[MATERIAL TO PROCESS — start]
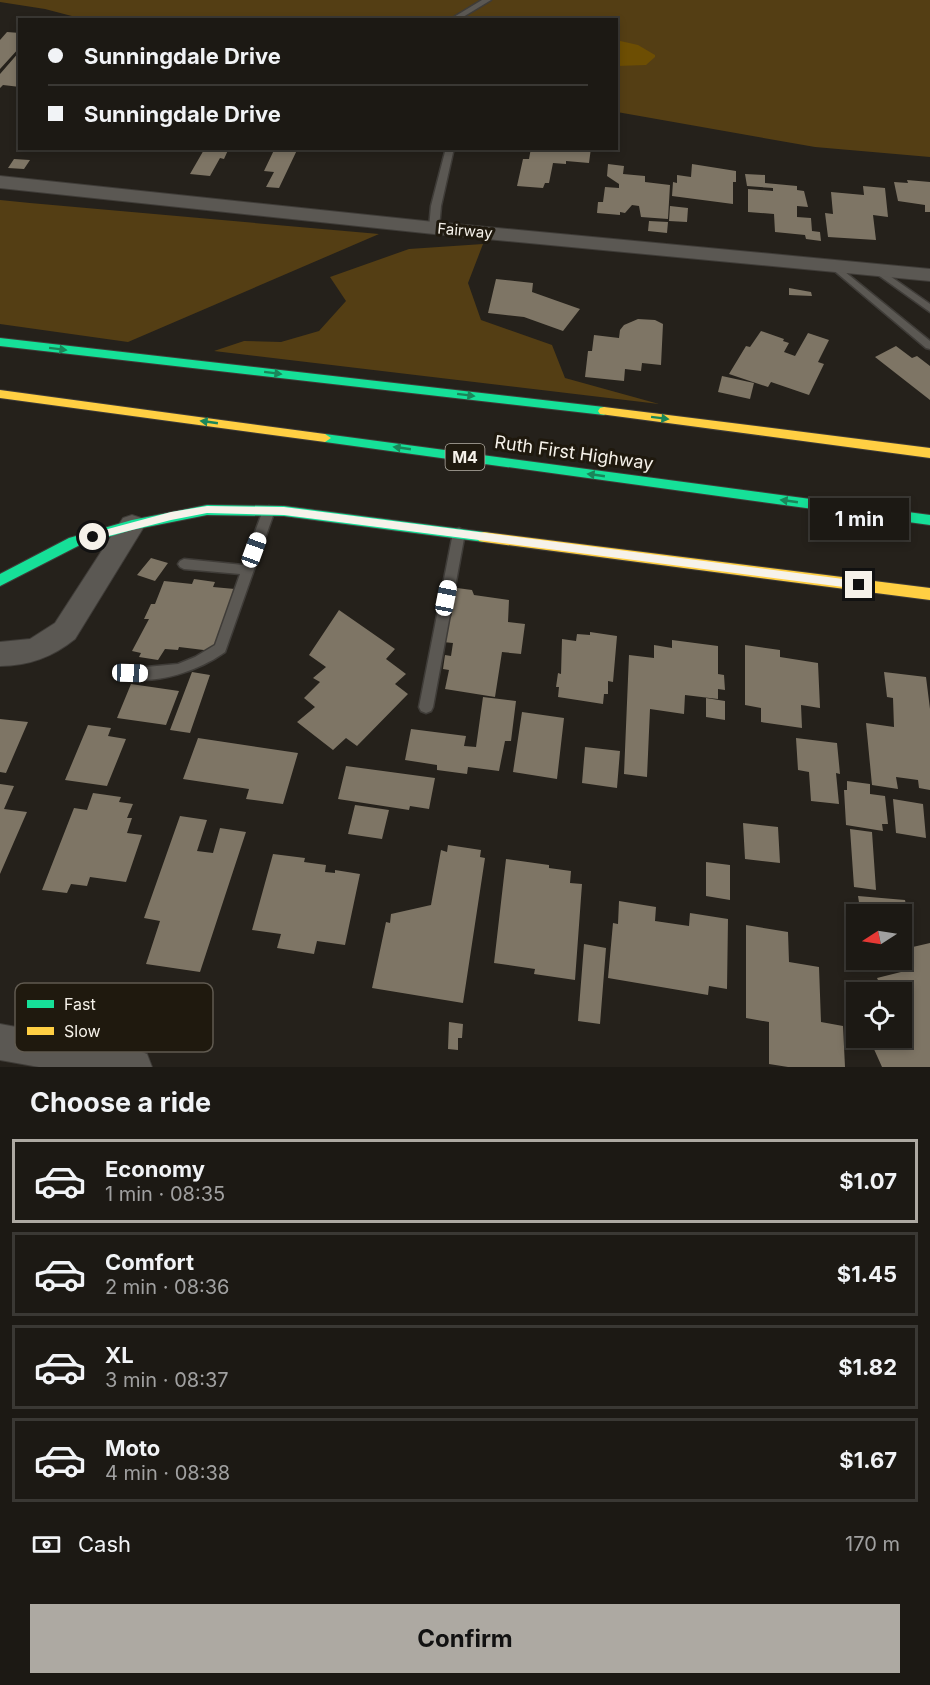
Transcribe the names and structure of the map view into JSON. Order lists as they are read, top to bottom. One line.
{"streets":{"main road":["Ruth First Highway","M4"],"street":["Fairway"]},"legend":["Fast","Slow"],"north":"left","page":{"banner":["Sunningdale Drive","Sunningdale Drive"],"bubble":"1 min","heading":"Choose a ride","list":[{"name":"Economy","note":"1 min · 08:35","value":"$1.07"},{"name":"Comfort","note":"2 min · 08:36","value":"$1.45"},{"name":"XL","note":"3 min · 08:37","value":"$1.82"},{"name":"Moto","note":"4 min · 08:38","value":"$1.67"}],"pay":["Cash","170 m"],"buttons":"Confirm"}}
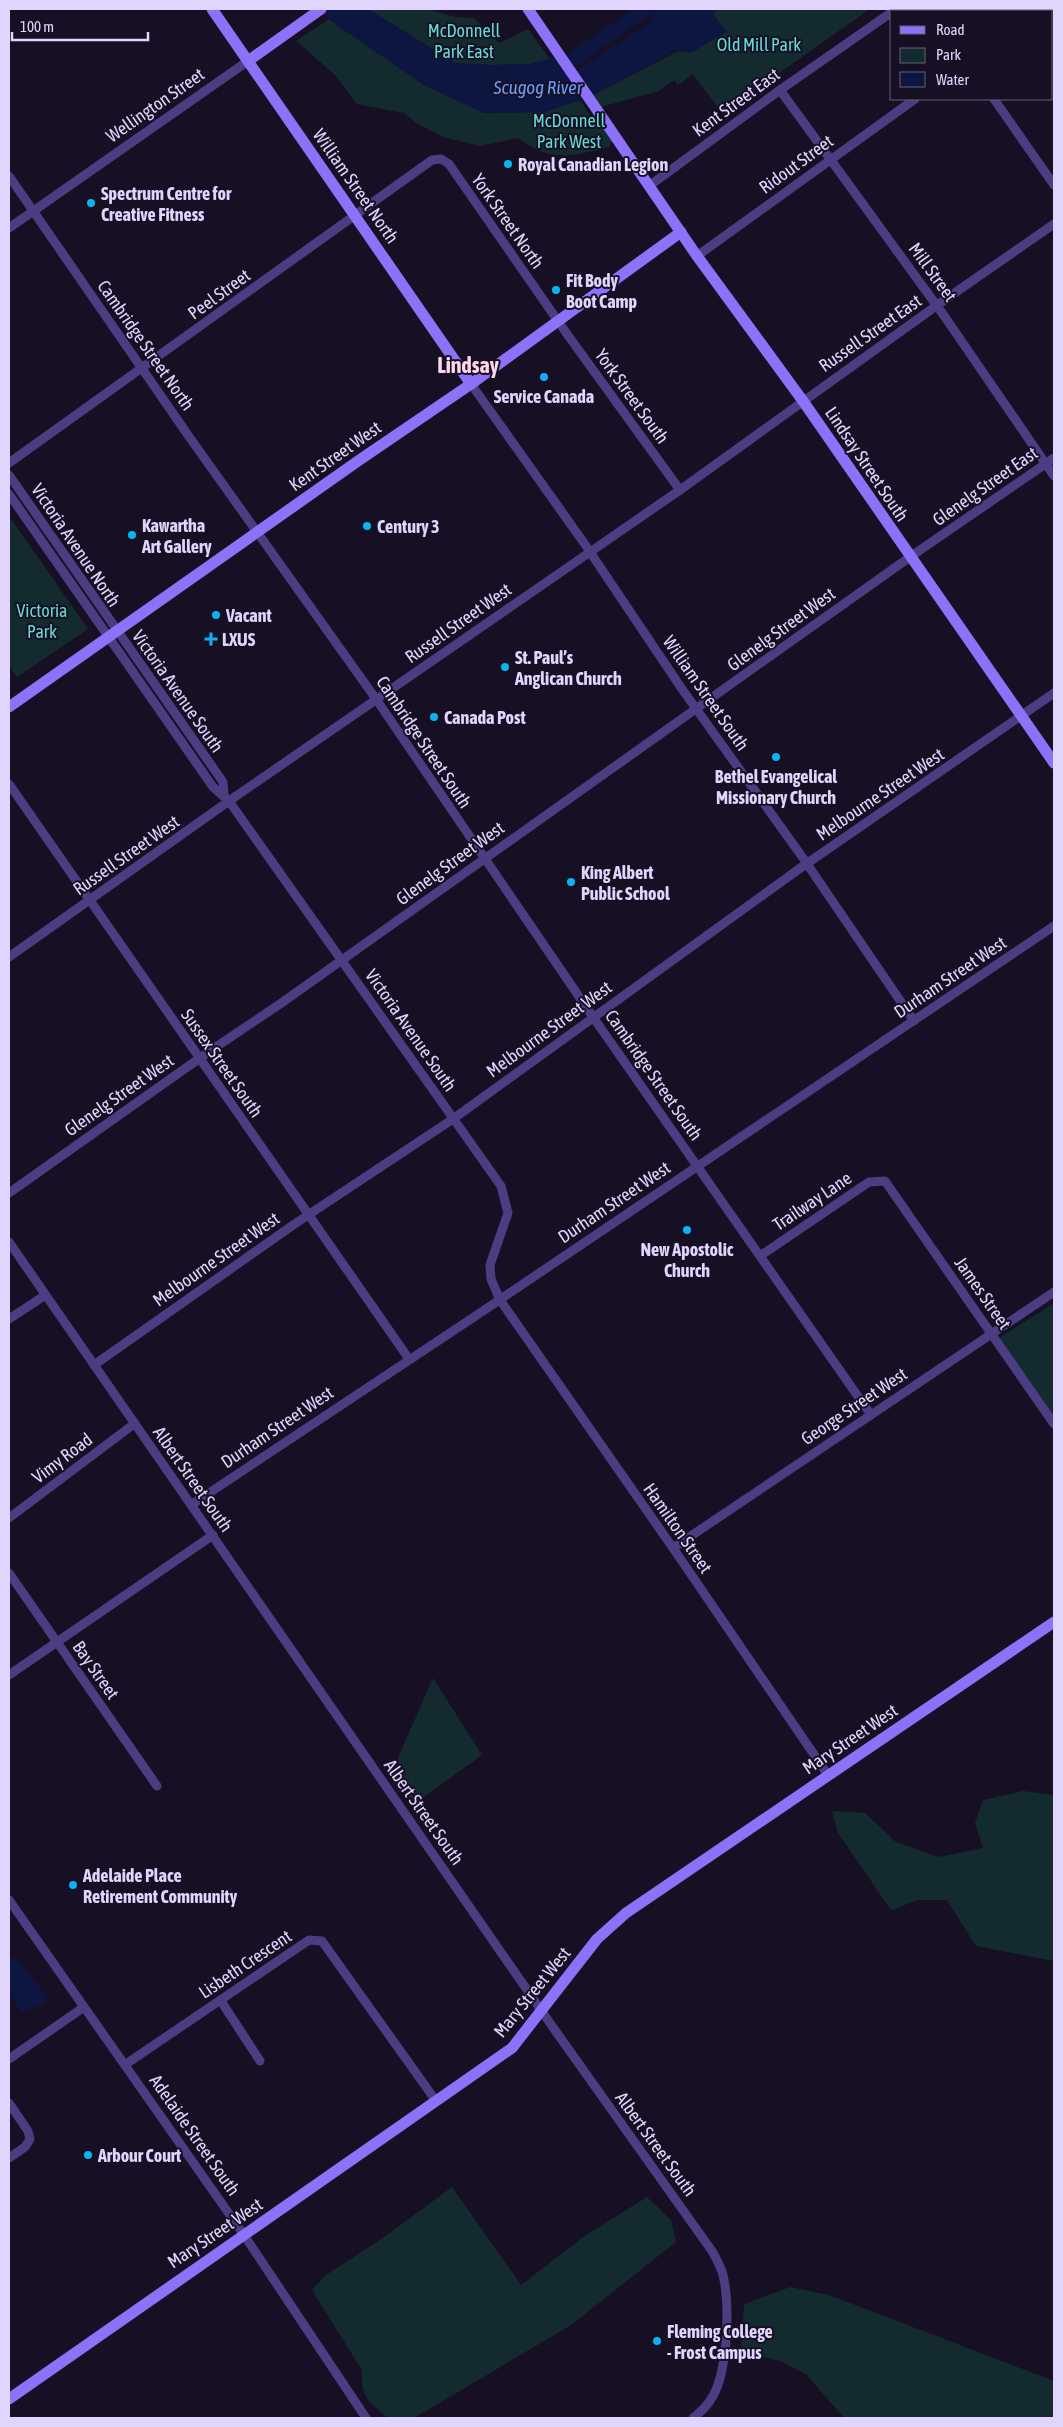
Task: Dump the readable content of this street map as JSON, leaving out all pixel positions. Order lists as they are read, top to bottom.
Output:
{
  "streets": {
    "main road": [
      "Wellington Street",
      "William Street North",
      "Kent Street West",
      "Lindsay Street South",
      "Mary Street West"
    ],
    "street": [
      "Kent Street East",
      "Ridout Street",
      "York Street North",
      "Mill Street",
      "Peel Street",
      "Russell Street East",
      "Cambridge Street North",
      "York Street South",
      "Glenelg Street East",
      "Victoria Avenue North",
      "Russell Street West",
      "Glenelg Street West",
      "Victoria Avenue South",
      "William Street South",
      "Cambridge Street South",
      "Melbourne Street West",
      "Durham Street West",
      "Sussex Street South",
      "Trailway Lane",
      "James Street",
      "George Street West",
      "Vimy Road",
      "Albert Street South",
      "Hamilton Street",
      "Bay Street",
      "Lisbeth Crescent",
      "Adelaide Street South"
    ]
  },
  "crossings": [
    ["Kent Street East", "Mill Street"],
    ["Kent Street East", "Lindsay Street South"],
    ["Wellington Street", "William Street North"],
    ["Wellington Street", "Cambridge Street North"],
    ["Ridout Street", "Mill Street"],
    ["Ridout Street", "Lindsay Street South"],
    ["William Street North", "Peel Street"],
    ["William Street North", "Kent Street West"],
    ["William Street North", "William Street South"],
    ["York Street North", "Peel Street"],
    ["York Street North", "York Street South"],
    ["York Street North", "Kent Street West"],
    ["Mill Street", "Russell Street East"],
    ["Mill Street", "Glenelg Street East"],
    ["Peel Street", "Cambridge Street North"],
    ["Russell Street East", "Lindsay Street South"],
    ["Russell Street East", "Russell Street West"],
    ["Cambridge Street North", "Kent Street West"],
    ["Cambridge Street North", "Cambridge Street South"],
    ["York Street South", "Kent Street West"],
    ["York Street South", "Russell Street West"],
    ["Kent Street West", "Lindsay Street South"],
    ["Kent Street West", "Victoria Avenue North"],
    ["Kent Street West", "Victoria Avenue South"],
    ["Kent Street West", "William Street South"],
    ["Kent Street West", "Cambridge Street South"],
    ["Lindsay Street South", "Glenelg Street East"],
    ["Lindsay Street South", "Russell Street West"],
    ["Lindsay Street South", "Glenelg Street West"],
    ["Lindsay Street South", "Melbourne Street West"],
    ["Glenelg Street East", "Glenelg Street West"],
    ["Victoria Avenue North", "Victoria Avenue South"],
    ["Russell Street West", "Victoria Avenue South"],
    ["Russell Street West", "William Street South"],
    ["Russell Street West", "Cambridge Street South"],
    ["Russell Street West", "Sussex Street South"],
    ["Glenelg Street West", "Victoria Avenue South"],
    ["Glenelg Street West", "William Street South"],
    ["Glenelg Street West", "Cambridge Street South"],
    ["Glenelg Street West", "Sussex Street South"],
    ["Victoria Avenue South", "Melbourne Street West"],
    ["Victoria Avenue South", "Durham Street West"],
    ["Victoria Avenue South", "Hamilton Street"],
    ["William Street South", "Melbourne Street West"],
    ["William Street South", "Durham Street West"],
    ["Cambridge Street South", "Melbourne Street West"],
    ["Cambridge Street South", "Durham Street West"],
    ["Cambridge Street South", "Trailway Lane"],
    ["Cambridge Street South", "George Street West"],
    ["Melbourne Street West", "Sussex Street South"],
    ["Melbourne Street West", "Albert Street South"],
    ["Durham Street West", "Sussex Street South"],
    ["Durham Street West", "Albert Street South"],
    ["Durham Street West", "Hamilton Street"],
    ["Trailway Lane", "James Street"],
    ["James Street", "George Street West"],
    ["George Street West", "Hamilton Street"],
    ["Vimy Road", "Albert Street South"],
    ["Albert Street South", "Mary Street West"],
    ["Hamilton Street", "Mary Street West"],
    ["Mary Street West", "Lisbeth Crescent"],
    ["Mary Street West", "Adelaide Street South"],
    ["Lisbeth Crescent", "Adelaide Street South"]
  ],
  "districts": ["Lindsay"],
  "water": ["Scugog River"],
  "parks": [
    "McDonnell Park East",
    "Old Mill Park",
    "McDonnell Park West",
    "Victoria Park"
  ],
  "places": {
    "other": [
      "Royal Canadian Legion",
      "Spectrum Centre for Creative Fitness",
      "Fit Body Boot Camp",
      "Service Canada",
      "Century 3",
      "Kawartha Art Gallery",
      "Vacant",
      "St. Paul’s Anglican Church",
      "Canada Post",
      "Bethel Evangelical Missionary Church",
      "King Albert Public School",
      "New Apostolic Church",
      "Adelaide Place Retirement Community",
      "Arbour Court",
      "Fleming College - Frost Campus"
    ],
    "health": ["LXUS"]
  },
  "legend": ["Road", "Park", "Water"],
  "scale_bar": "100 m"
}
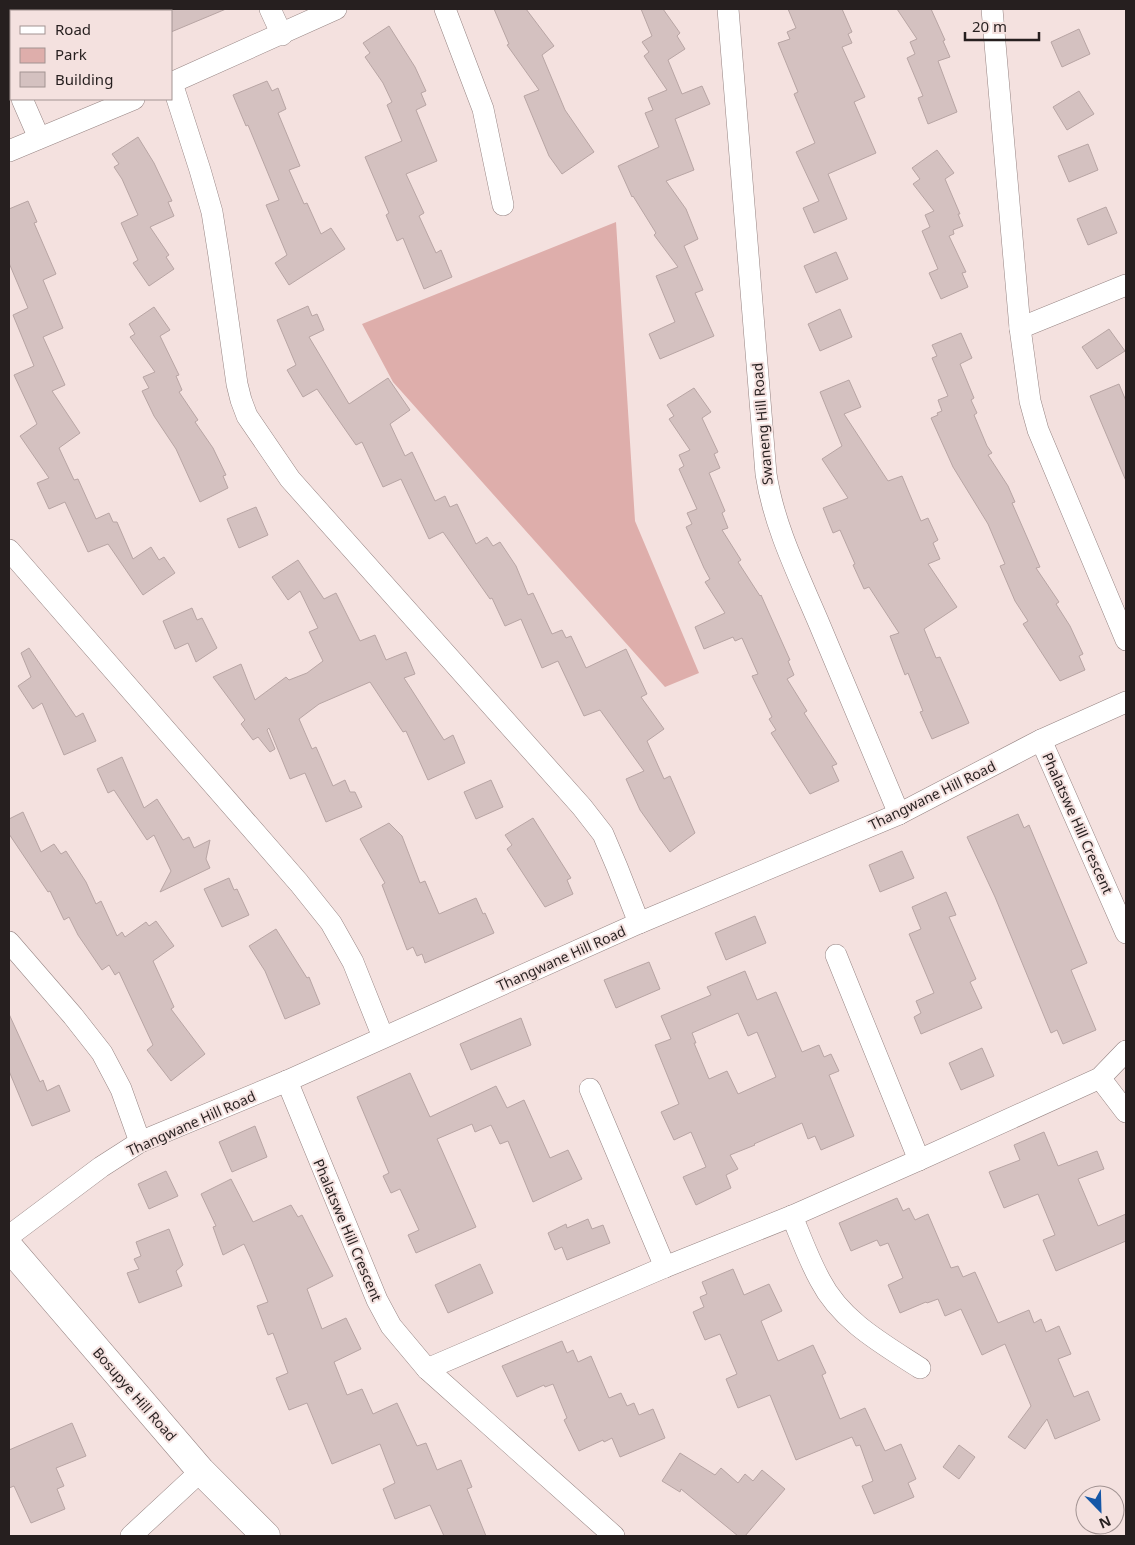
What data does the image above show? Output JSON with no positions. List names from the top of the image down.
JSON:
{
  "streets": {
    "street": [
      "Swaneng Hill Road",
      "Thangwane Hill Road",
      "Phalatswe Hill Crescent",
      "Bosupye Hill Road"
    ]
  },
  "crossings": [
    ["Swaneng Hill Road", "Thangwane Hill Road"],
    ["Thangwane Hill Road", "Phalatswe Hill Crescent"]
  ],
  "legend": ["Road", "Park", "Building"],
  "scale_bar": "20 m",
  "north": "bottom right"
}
[MATERIAL TO PROCESS — finish]
AIM OF THE TASK: Nothing but a number should be returned: the count of lines in the listing that contain the string "Avenue".

ANSWER TO THIS EXERCISE: 10